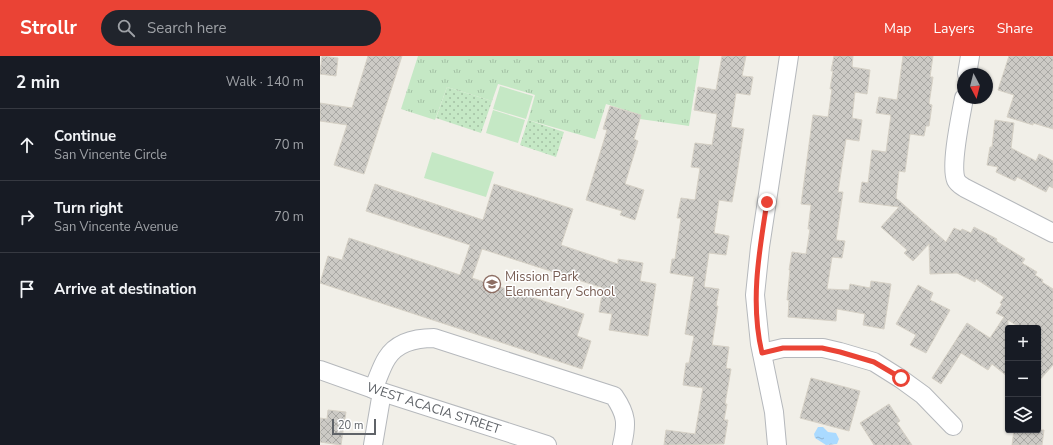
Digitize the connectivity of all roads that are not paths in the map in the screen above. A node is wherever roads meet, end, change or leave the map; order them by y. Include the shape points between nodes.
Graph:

_ _ _

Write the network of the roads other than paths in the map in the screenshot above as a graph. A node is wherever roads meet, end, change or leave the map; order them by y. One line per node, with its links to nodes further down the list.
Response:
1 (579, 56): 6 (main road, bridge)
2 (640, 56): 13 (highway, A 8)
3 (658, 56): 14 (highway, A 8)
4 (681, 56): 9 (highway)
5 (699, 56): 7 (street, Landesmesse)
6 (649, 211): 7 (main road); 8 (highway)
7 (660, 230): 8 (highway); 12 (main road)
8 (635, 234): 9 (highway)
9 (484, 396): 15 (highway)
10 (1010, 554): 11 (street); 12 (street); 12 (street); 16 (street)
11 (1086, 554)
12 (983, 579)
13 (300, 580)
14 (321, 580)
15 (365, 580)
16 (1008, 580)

_ _ _

* [EXERCISE PROMPT]:
Copy all lines from the material that contain "meet".

* [COMPLETED TASK]:
Digitize the connectivity of all roads that are not paths in the map in the screen above. A node is wherever roads meet, end, change or leave the map; order them by y. Include the shape points between nodes.
Write the network of the roads other than paths in the map in the screenshot above as a graph. A node is wherever roads meet, end, change or leave the map; order them by y. One line per node, with its links to nodes further down the list.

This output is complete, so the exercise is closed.